Sir Julian Sorell Huxley FRS (22 June 1887 – 14 February 1975) was an English evolutionary biologist, humanist and internationalist. He was born in London, and died there. He was a proponent of natural selection, and a leading figure in the modern evolutionary synthesis.
He was Secretary of the Zoological Society of London (1935–1942), the first Director of UNESCO, and a founding member of the World Wildlife Fund.

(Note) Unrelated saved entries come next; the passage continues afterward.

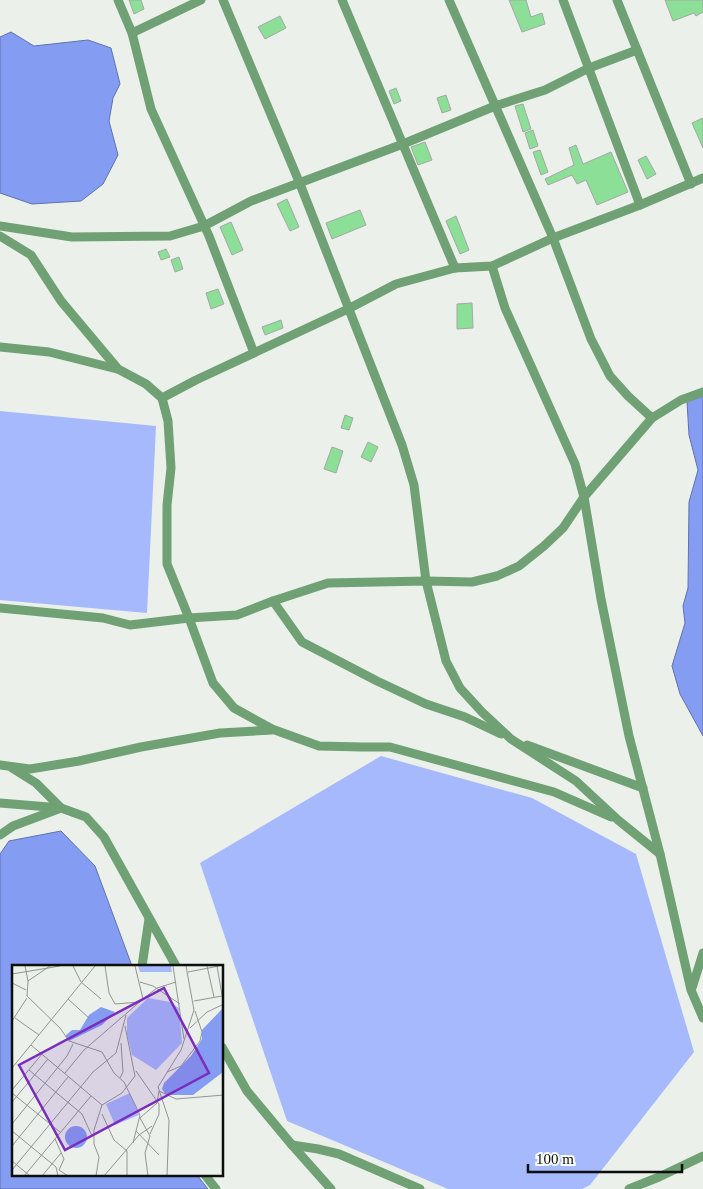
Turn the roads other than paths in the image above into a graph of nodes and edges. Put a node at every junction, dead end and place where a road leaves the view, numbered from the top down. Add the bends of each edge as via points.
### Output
1 (118, 0) edge
2 (201, 0) edge
3 (223, 0) edge
4 (342, 0) edge
5 (448, 0) edge
6 (563, 0) edge
7 (617, 0) edge
8 (132, 33) junction
9 (637, 50) junction
10 (588, 68) junction
11 (495, 106) junction
12 (403, 144) junction
13 (703, 178) edge
14 (300, 184) junction
15 (691, 184) junction
16 (640, 204) junction
17 (0, 226) edge
18 (204, 226) junction
19 (0, 236) edge
20 (553, 238) junction
21 (492, 266) junction
22 (455, 268) junction
23 (348, 309) junction
24 (0, 347) edge
25 (254, 353) junction
26 (118, 369) junction
27 (703, 392) edge
28 (162, 398) junction
29 (652, 418) junction
30 (584, 497) junction
31 (426, 582) junction
32 (273, 601) junction
33 (0, 608) edge
34 (189, 618) junction
35 (272, 730) junction
36 (511, 739) junction
37 (0, 760) edge
38 (0, 765) edge
39 (10, 766) junction
40 (643, 788) junction
41 (0, 803) edge
42 (61, 808) junction
43 (618, 820) junction
44 (0, 835) edge
45 (660, 854) junction
46 (149, 919) junction
47 (703, 952) edge
48 (142, 965) edge
49 (175, 965) edge
50 (691, 990) junction
51 (703, 1018) edge
52 (224, 1050) edge
53 (292, 1145) junction
54 (703, 1156) edge
55 (206, 1176) edge
56 (216, 1189) edge
57 (331, 1189) edge
58 (420, 1189) edge
59 (629, 1189) edge

1 - 8 street
2 - 8 street
3 - 14 street
4 - 12 street
5 - 11 street
6 - 10 street
7 - 9 street
8 - 18 street via 151,109
9 - 10 street
9 - 15 street
10 - 11 street via 545,90
10 - 16 street
11 - 12 street
11 - 20 street
12 - 14 street
12 - 22 street
13 - 15 street
14 - 18 street via 251,201
14 - 23 street
15 - 16 street
16 - 20 street
17 - 18 street via 81,237 170,236
18 - 25 street
19 - 26 street via 31,255 61,301
20 - 21 street
20 - 29 street via 591,338 610,376
21 - 22 street
21 - 30 street via 505,308 575,464
22 - 23 street via 396,284
23 - 25 street
23 - 31 street via 414,485
24 - 26 street via 49,352
25 - 28 street
26 - 28 street via 146,384
27 - 29 street
28 - 34 street via 168,421 171,468 167,564
29 - 30 street
30 - 31 street via 563,528 519,566 472,582
30 - 40 street via 601,599
31 - 32 street via 328,583
31 - 36 street via 446,661 460,688
32 - 34 street via 237,615
32 - 36 street via 302,642 426,704 465,717
33 - 34 street via 103,618 130,625
34 - 35 street via 213,683 234,708
35 - 39 street via 220,733 30,768
35 - 43 street via 319,746 390,747 554,792
36 - 40 street
36 - 43 street via 576,782
37 - 39 street
38 - 39 street
39 - 42 street via 36,783
40 - 45 street
41 - 42 street
42 - 44 street via 12,826
42 - 46 street via 86,817 104,837
43 - 45 street
45 - 50 street
46 - 48 street
46 - 49 street
47 - 50 street
50 - 51 street
52 - 53 street via 247,1090
53 - 57 street
53 - 58 street via 339,1154
54 - 59 street
55 - 56 street

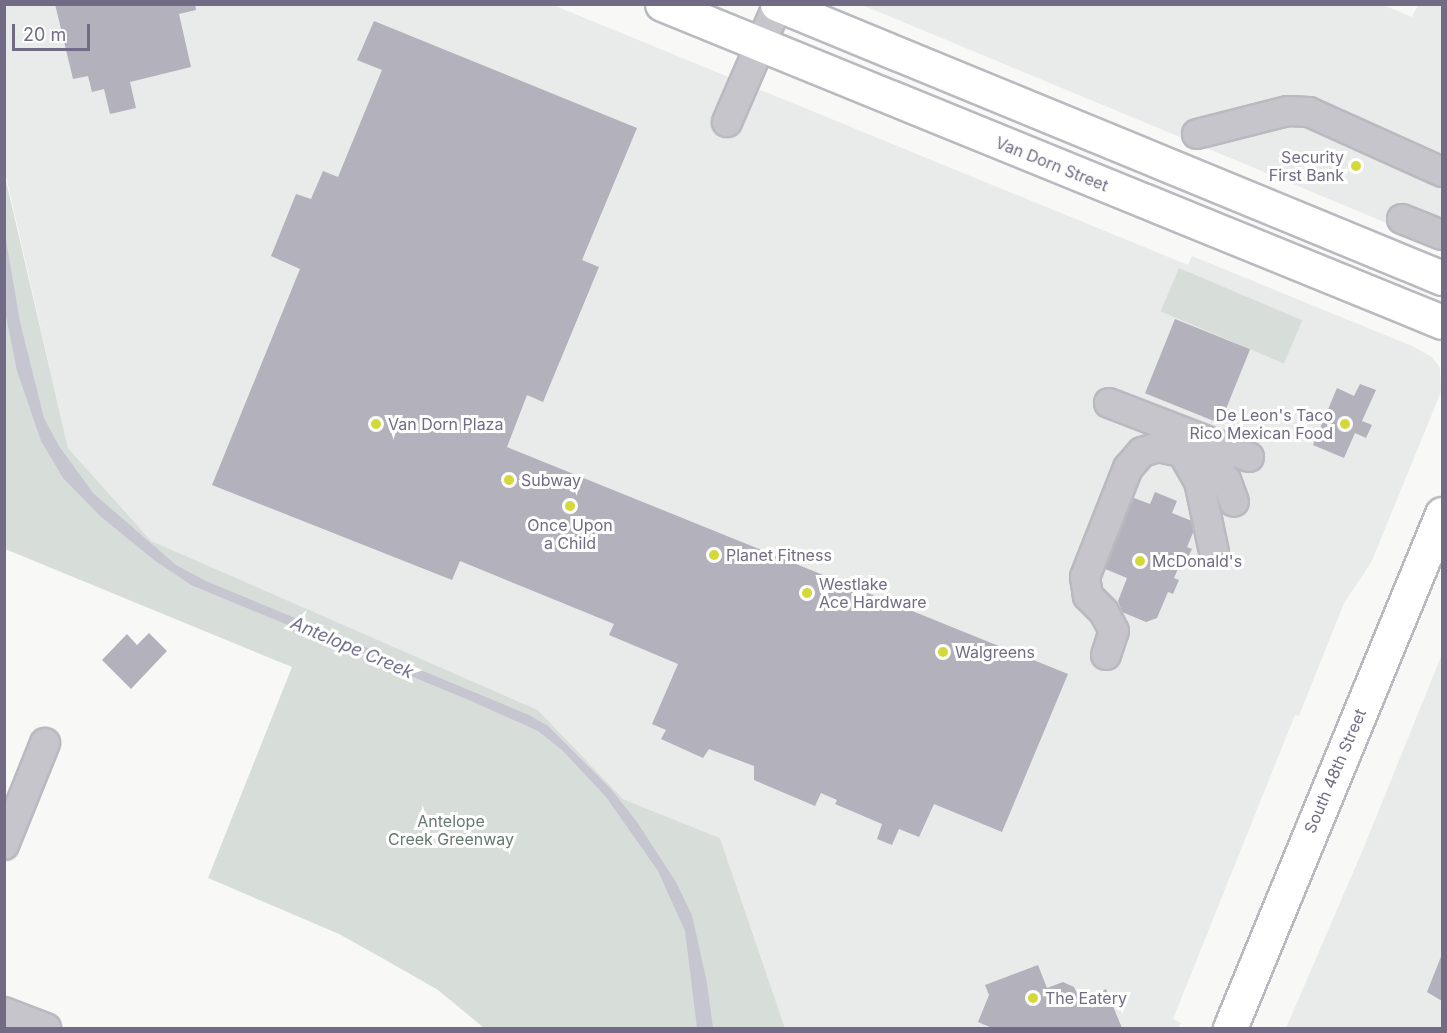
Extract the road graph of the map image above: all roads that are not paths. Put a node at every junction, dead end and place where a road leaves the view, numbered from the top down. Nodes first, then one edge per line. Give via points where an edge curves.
1 (662, 4) edge
2 (777, 5) edge
3 (759, 44) junction
4 (727, 122) dead end
5 (1197, 134) dead end
6 (1443, 172) edge
7 (1402, 219) dead end
8 (1443, 235) edge
9 (1443, 278) edge
10 (1443, 322) edge
11 (1109, 403) dead end
12 (1182, 452) junction
13 (1249, 457) dead end
14 (1234, 502) dead end
15 (1443, 514) edge
16 (1214, 552) dead end
17 (1106, 655) dead end
18 (45, 743) dead end
19 (4, 845) edge
20 (4, 1012) edge
21 (46, 1029) edge
22 (1230, 1029) edge

1 - 3 main road, Van Dorn Street
2 - 3 street
2 - 9 main road
3 - 4 street
3 - 10 main road, Van Dorn Street
5 - 6 street via 1288,111 1309,112
7 - 8 street
11 - 13 street
12 - 14 street via 1217,469
12 - 16 street via 1199,481
12 - 17 street via 1158,447 1142,452 1128,468 1088,564 1084,577 1088,596 1104,612 1114,631
15 - 22 main road, South 48th Street
18 - 19 street
20 - 21 street

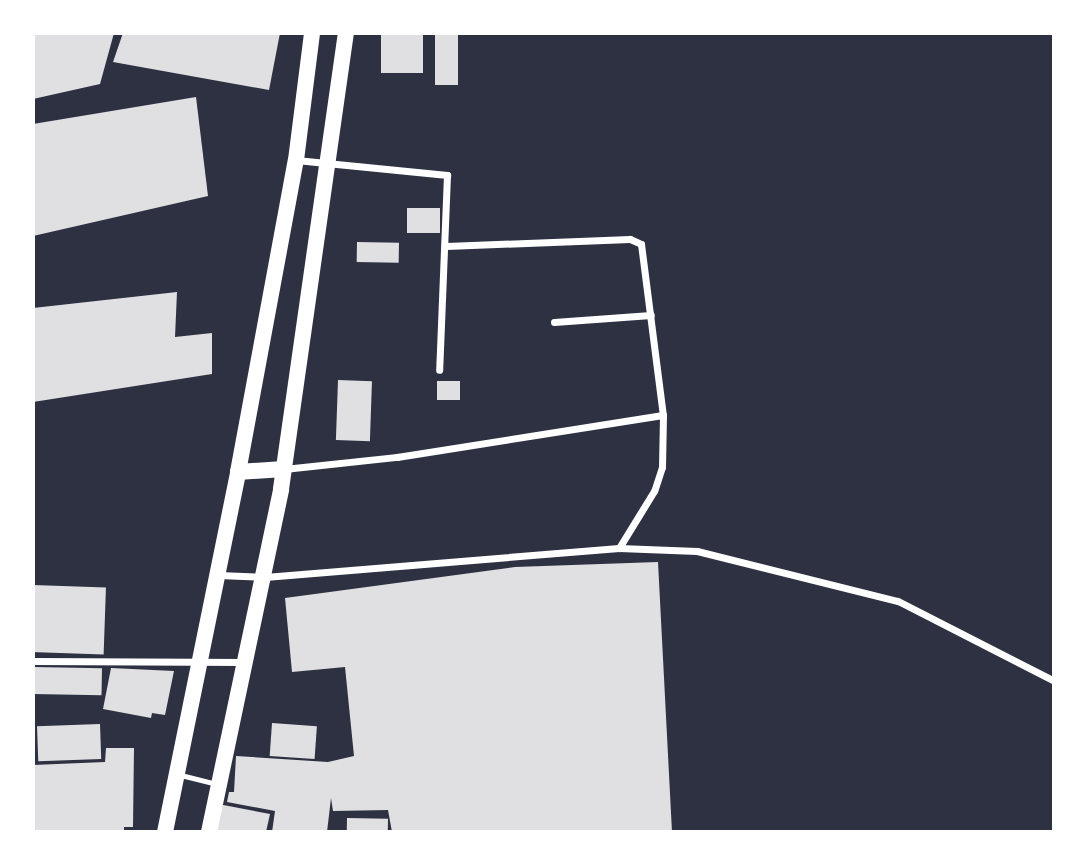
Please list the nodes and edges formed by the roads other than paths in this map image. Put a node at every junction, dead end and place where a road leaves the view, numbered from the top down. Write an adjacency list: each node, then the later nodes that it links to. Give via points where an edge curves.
1 (312, 33): 3 (main road)
2 (346, 33): 4 (main road)
3 (296, 160): 4 (street); 11 (main road)
4 (330, 167): 5 (street, via 447,175); 10 (main road)
5 (446, 246): 6 (street, via 636,240 642,246); 8 (street)
6 (651, 315): 7 (street); 9 (street)
7 (554, 322)
8 (439, 370)
9 (663, 415): 10 (street, via 397,457); 12 (street, via 660,478)
10 (284, 469): 11 (main road); 14 (main road)
11 (238, 472): 13 (main road)
12 (619, 548): 14 (street); 18 (street, via 697,551 898,601)
13 (218, 575): 14 (street); 15 (main road)
14 (265, 577): 17 (main road)
15 (201, 660): 16 (street); 17 (street); 19 (main road)
16 (33, 661)
17 (246, 662): 20 (main road)
18 (1054, 681)
19 (176, 774): 20 (lane); 21 (main road)
20 (219, 785): 22 (main road)
21 (165, 832)
22 (209, 832)

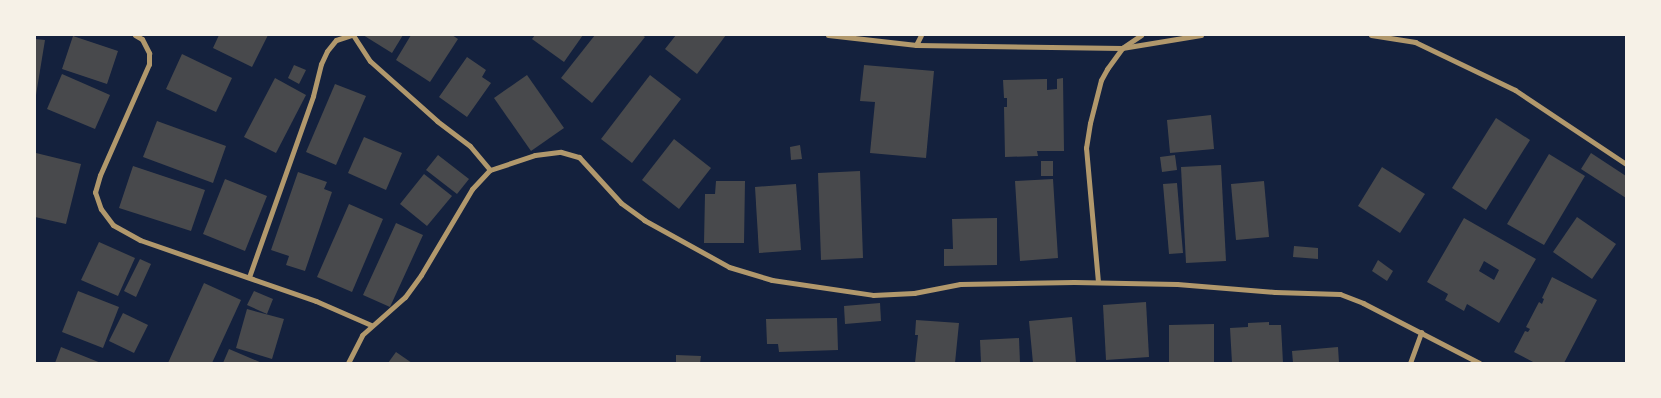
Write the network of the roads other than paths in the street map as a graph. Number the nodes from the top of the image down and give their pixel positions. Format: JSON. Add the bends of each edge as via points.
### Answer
{"nodes":[{"id":1,"x":135,"y":35,"type":"edge"},
{"id":2,"x":352,"y":35,"type":"edge"},
{"id":3,"x":828,"y":35,"type":"edge"},
{"id":4,"x":921,"y":35,"type":"edge"},
{"id":5,"x":1140,"y":35,"type":"edge"},
{"id":6,"x":1201,"y":35,"type":"edge"},
{"id":7,"x":1371,"y":35,"type":"edge"},
{"id":8,"x":916,"y":45,"type":"junction"},
{"id":9,"x":1122,"y":48,"type":"junction"},
{"id":10,"x":1626,"y":164,"type":"edge"},
{"id":11,"x":490,"y":170,"type":"junction"},
{"id":12,"x":249,"y":277,"type":"junction"},
{"id":13,"x":1098,"y":282,"type":"junction"},
{"id":14,"x":371,"y":325,"type":"junction"},
{"id":15,"x":1421,"y":332,"type":"junction"},
{"id":16,"x":348,"y":363,"type":"edge"},
{"id":17,"x":1410,"y":363,"type":"edge"},
{"id":18,"x":1479,"y":363,"type":"edge"}],
"edges":[{"from":1,"to":12,"type":"street","via":[[142,39],[149,53],[149,64],[94,192],[101,209],[113,225],[140,240]]},
{"from":2,"to":11,"type":"street","via":[[370,61],[470,146]]},
{"from":2,"to":12,"type":"street","via":[[336,40],[321,64],[313,96]]},
{"from":3,"to":8,"type":"street"},
{"from":4,"to":8,"type":"street"},
{"from":5,"to":9,"type":"street"},
{"from":6,"to":9,"type":"street"},
{"from":7,"to":10,"type":"street","via":[[1416,42],[1515,90]]},
{"from":8,"to":9,"type":"street"},
{"from":9,"to":13,"type":"street","via":[[1101,80],[1086,148]]},
{"from":11,"to":13,"type":"street","via":[[535,155],[561,152],[579,158],[621,203],[644,220],[729,267],[772,280],[873,294],[914,293],[960,284]]},
{"from":11,"to":14,"type":"street","via":[[472,189],[405,297]]},
{"from":12,"to":14,"type":"street"},
{"from":13,"to":15,"type":"street","via":[[1340,294]]},
{"from":14,"to":16,"type":"street","via":[[362,335]]},
{"from":15,"to":17,"type":"street"},
{"from":15,"to":18,"type":"street"}]}
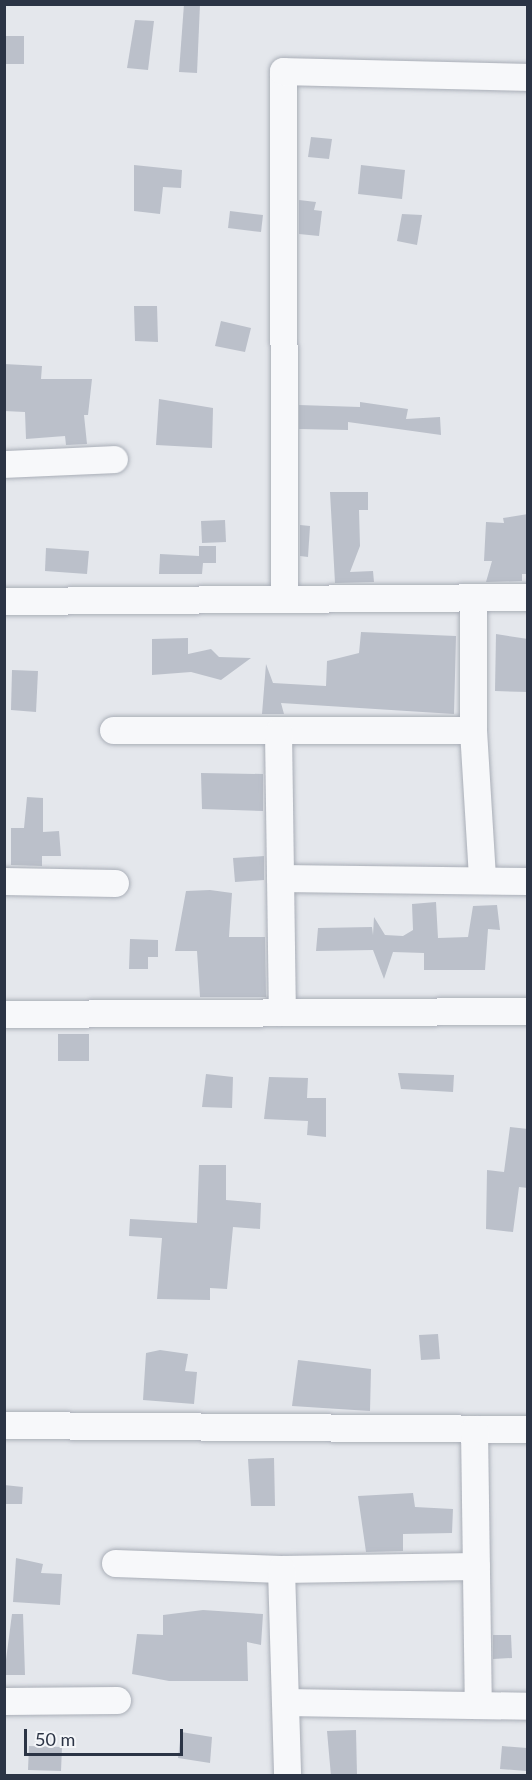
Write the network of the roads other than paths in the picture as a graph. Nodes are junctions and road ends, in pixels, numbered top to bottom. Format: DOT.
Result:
graph roads {
  1 [pos="528,77"];
  2 [pos="114,459"];
  3 [pos="4,464"];
  4 [pos="473,597"];
  5 [pos="528,597"];
  6 [pos="284,598"];
  7 [pos="4,601"];
  8 [pos="113,730"];
  9 [pos="473,730"];
  10 [pos="278,732"];
  11 [pos="280,878"];
  12 [pos="482,879"];
  13 [pos="4,881"];
  14 [pos="528,881"];
  15 [pos="115,883"];
  16 [pos="528,1011"];
  17 [pos="282,1012"];
  18 [pos="4,1014"];
  19 [pos="4,1425"];
  20 [pos="528,1429"];
  21 [pos="474,1430"];
  22 [pos="115,1563"];
  23 [pos="476,1566"];
  24 [pos="281,1569"];
  25 [pos="117,1700"];
  26 [pos="4,1701"];
  27 [pos="285,1702"];
  28 [pos="478,1705"];
  29 [pos="528,1706"];
  30 [pos="287,1776"];
  1 -- 6 [label="street"];
  2 -- 3 [label="street"];
  4 -- 5 [label="street"];
  4 -- 6 [label="street"];
  4 -- 9 [label="street"];
  6 -- 7 [label="street"];
  8 -- 10 [label="street"];
  9 -- 10 [label="street"];
  9 -- 12 [label="street"];
  10 -- 11 [label="street"];
  11 -- 12 [label="street"];
  11 -- 17 [label="street"];
  12 -- 14 [label="street"];
  13 -- 15 [label="street"];
  16 -- 17 [label="street"];
  17 -- 18 [label="street"];
  19 -- 21 [label="street"];
  20 -- 21 [label="street"];
  21 -- 23 [label="street"];
  22 -- 24 [label="street"];
  23 -- 24 [label="street"];
  23 -- 28 [label="street"];
  24 -- 27 [label="street"];
  25 -- 26 [label="street"];
  27 -- 28 [label="street"];
  27 -- 30 [label="street"];
  28 -- 29 [label="street"];
}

Huxley came from the distinguished Huxley family. His brother was the writer Aldous Huxley, and his half-brother, a fellow biologist and Nobel laureate, Andrew Huxley; and his paternal grandfather was Thomas Henry Huxley, a friend and supporter of Charles Darwin and proponent of evolution.
Huxley was well known for his presentation of science in books and articles, and on radio and television. He was awarded UNESCO's Kalinga Prize for the popularisation of science in 1953, the Darwin Medal of the Royal Society in 1956, and the Darwin-Wallace medal of the Linnean Society in 1958. He was also knighted in that same year, 1958, a hundred years after Charles Darwin and Alfred Russel Wallace announced the theory of evolution by natural selection. In 1959 he received a Special Award of the Lasker Foundation in the category Planned Parenthood – World Population. Huxley was a prominent member of the British Eugenics Society.